* **Your instructions**
The required answer is each line in the entries below where "labels" occurs.

(Dataset entries)

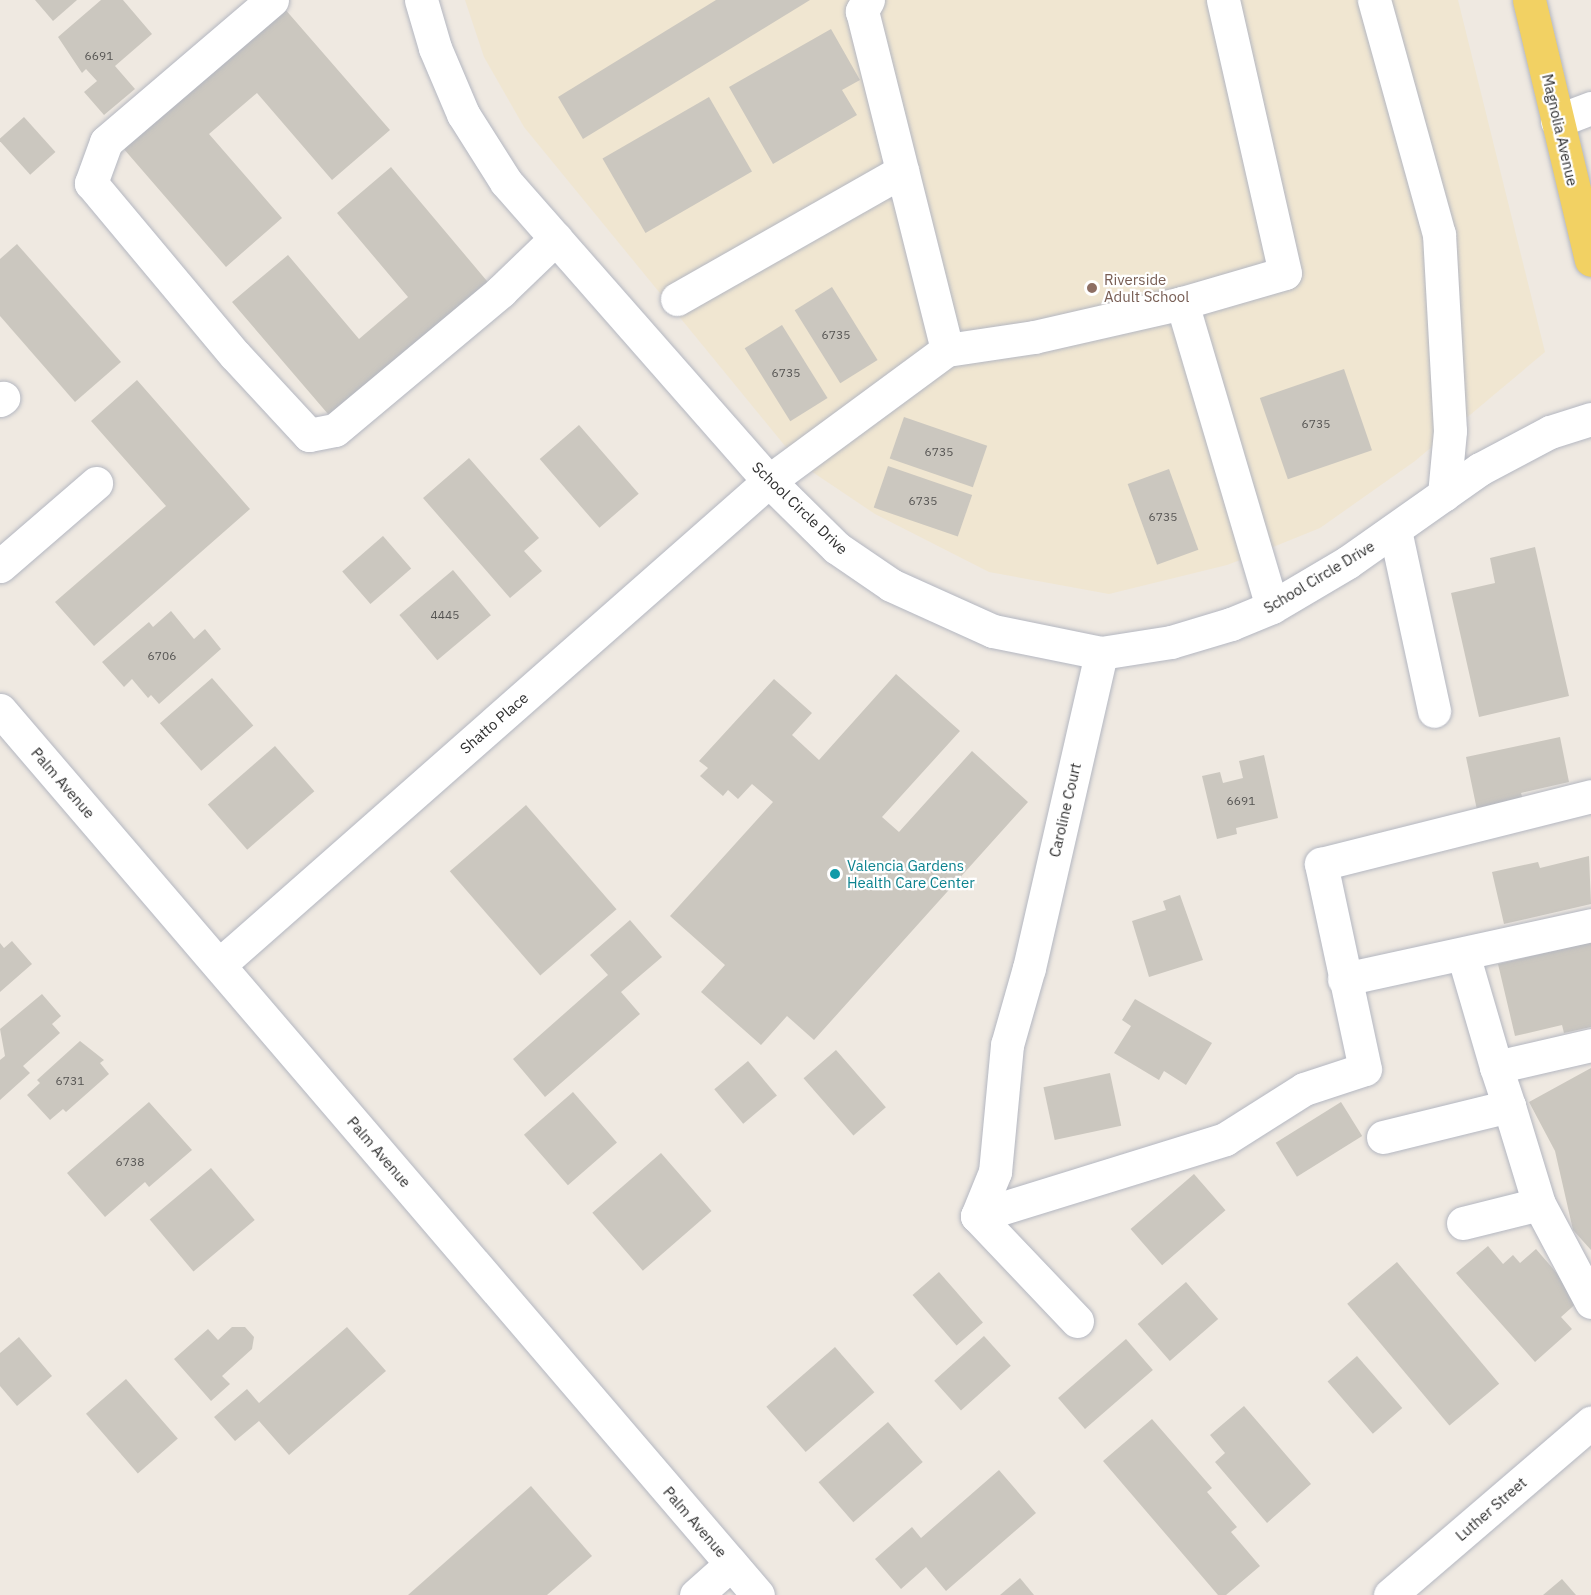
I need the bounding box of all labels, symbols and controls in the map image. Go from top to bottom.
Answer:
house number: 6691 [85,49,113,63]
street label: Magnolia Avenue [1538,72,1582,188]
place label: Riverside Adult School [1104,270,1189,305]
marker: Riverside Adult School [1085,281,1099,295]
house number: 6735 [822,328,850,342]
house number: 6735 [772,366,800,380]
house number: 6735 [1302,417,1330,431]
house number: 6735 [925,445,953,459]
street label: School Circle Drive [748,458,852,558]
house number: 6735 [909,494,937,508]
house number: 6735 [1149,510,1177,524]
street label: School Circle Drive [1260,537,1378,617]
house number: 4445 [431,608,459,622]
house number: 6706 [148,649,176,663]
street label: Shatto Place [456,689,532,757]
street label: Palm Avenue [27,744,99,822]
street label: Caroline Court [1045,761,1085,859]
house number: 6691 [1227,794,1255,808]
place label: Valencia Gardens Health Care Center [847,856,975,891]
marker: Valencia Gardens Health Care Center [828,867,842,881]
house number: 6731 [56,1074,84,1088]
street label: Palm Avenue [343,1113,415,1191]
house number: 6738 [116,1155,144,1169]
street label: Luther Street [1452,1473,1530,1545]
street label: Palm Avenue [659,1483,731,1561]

---

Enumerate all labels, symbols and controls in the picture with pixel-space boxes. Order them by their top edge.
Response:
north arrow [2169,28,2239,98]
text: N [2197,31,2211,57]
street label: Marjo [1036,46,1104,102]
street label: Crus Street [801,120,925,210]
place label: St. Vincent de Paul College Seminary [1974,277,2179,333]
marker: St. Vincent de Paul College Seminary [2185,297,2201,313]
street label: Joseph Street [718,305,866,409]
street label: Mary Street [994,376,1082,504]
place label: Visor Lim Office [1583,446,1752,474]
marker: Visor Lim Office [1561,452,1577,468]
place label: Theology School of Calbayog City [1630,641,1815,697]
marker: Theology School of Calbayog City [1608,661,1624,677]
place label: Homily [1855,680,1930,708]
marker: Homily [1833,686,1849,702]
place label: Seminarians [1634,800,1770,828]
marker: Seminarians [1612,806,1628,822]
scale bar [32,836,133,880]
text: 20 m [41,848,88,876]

* **Answer to the exercise**
I need the bounding box of all labels, symbols and controls in the map image. Go from top to bottom.
Enumerate all labels, symbols and controls in the picture with pixel-space boxes. Order them by their top edge.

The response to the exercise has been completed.